Section: New Results

Time-dependent wave splitting and source separation

Starting from classical absorbing boundary conditions, we (M. Grote, M. Kray, F. Nataf and F. Assous) propose a method for the separation of time-dependent scattered wave fields due to multiple sources or obstacles. More precisely, we propose a method to determine the separate outgoing components of the incident and scattered wave fields for time-dependent scattering problems. In the case of two superposed wave fields, our method applies to the following three typical configurations: two distinct localized sources with unknown time history each, a single (unknown) localized source with a nearby scatterer, or two separate scatterers illuminated by a known incident wave field. In all three cases, our method permits to recover the individual outgoing components from measurements of the total scattered field at a distance.
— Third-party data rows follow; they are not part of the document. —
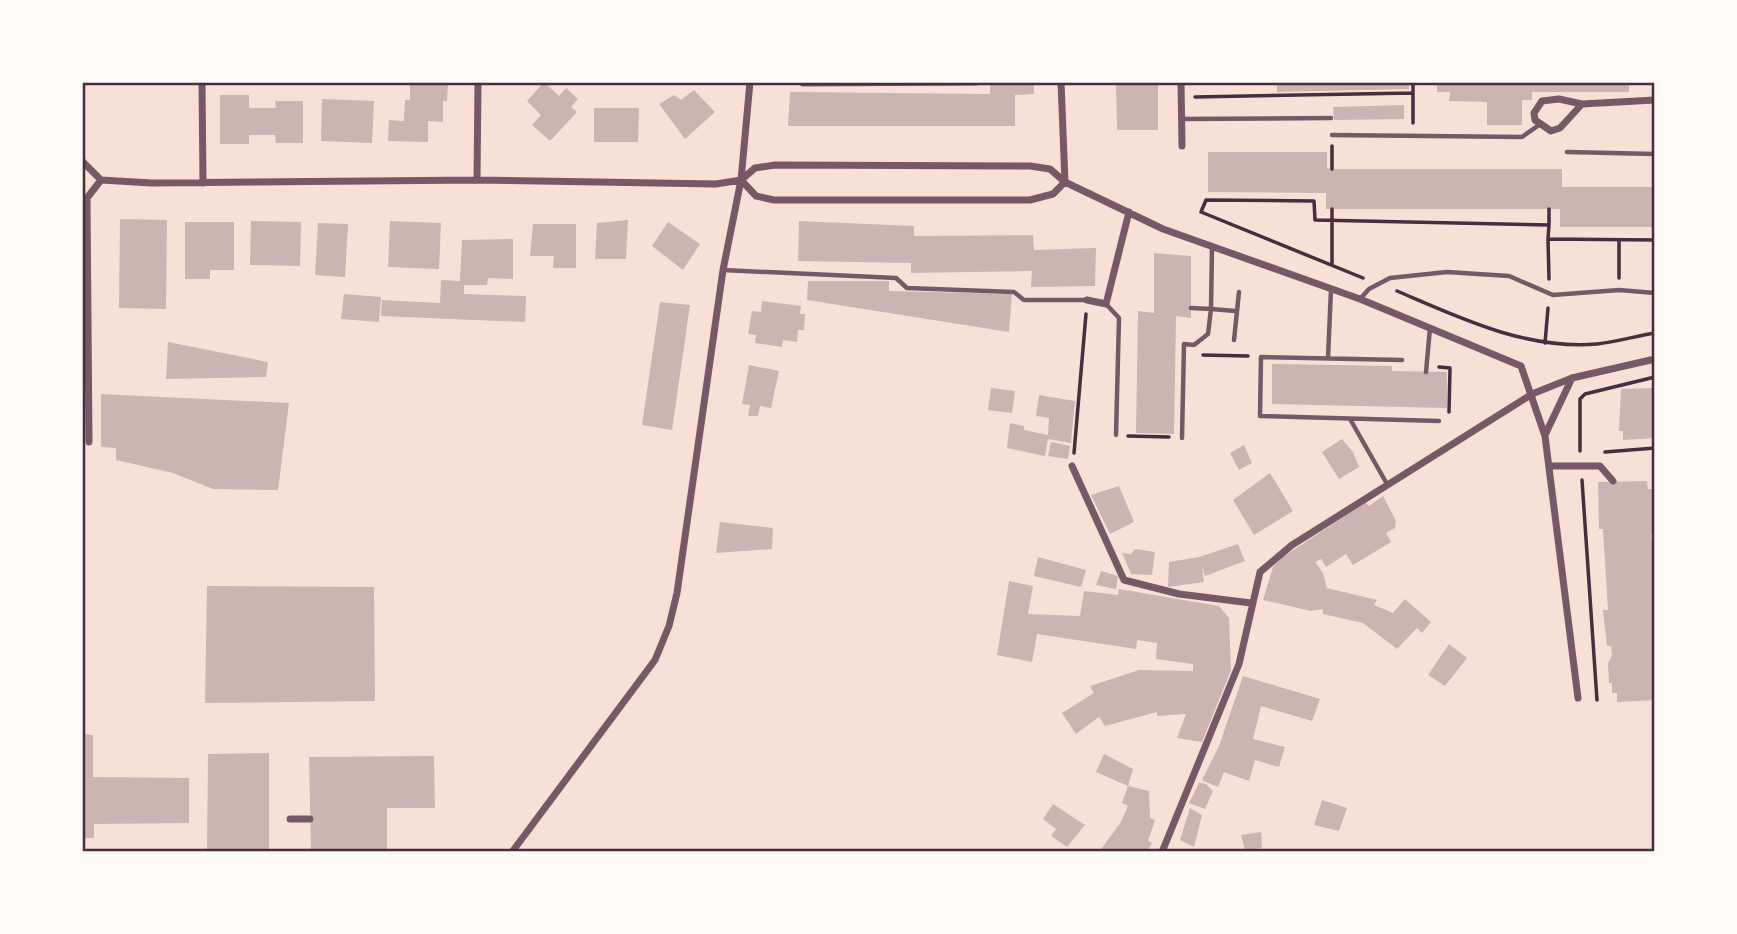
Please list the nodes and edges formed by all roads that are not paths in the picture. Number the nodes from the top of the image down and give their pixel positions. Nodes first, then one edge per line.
1 (202, 82) edge
2 (478, 82) edge
3 (750, 82) edge
4 (976, 82) edge
5 (1061, 82) edge
6 (1181, 82) edge
7 (803, 83) edge
8 (1655, 100) edge
9 (1582, 104) junction
10 (1331, 118) dead end
11 (1182, 119) junction
12 (1539, 125) junction
13 (1332, 135) dead end
14 (1182, 146) dead end
15 (1566, 152) dead end
16 (1655, 154) edge
17 (82, 162) edge
18 (101, 180) junction
19 (477, 180) junction
20 (741, 180) junction
21 (1065, 182) junction
22 (204, 183) junction
23 (1129, 212) junction
24 (1212, 247) junction
25 (723, 270) junction
26 (1331, 289) junction
27 (1239, 292) dead end
28 (1655, 293) edge
29 (1360, 299) junction
30 (1087, 300) joint
31 (1106, 304) junction
32 (1191, 308) dead end
33 (1211, 309) junction
34 (1235, 311) junction
35 (1430, 328) junction
36 (1234, 340) dead end
37 (1328, 358) junction
38 (1655, 359) edge
39 (1402, 360) dead end
40 (1426, 369) road end
41 (1572, 378) junction
42 (1532, 394) junction
43 (1350, 419) junction
44 (1439, 421) road end
45 (1116, 435) road end
46 (1545, 436) junction
47 (1182, 438) road end
48 (89, 442) dead end
49 (1073, 466) road end
50 (1549, 466) junction
51 (1613, 481) dead end
52 (1387, 484) junction
53 (1251, 603) junction
54 (1578, 698) dead end
55 (310, 818) dead end
56 (290, 819) dead end
57 (512, 852) edge
58 (1162, 852) edge

1 - 22 street
2 - 19 street
3 - 20 street
4 - 7 street
5 - 21 street
6 - 11 street
8 - 9 street
9 - 12 street
9 - 12 street
10 - 11 lane
11 - 14 street
12 - 13 lane
15 - 16 lane
17 - 18 street
18 - 22 street
18 - 48 street
19 - 20 street
19 - 22 street
20 - 21 street
20 - 21 street
20 - 25 street
21 - 23 street
23 - 24 street
23 - 31 street
24 - 26 street
24 - 33 lane
25 - 30 lane
25 - 57 street
26 - 29 street
26 - 37 lane
27 - 34 lane
28 - 29 lane
29 - 35 street
30 - 31 street
31 - 45 lane
32 - 33 lane
33 - 34 lane
33 - 47 lane
34 - 36 lane
35 - 40 lane
35 - 42 street
37 - 39 lane
37 - 43 lane
38 - 41 street
41 - 42 street
41 - 46 street
42 - 46 street
42 - 52 street
43 - 44 lane
43 - 52 lane
46 - 50 street
49 - 53 street
50 - 51 street
50 - 54 street
52 - 53 street
53 - 58 street
55 - 56 street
In doing so, the particular nature of the scatterer, be it an im- penetrable well-defined obstacle or a penetrable localized inhomogeneity, is immaterial; only the purely outgoing character of the individual wave fields matters. In contrast to previous work, our approach is local in space and time, deterministic, and also avoids any a priori assumptions on the frequency spectrum of the signal. Numerical simulations in FreeFem++ in two space dimensions illustrate the usefulness of wave splitting for time-dependent scattering problems. This work was presented to several international conferences and was published in J. Comput. Phys. (2016).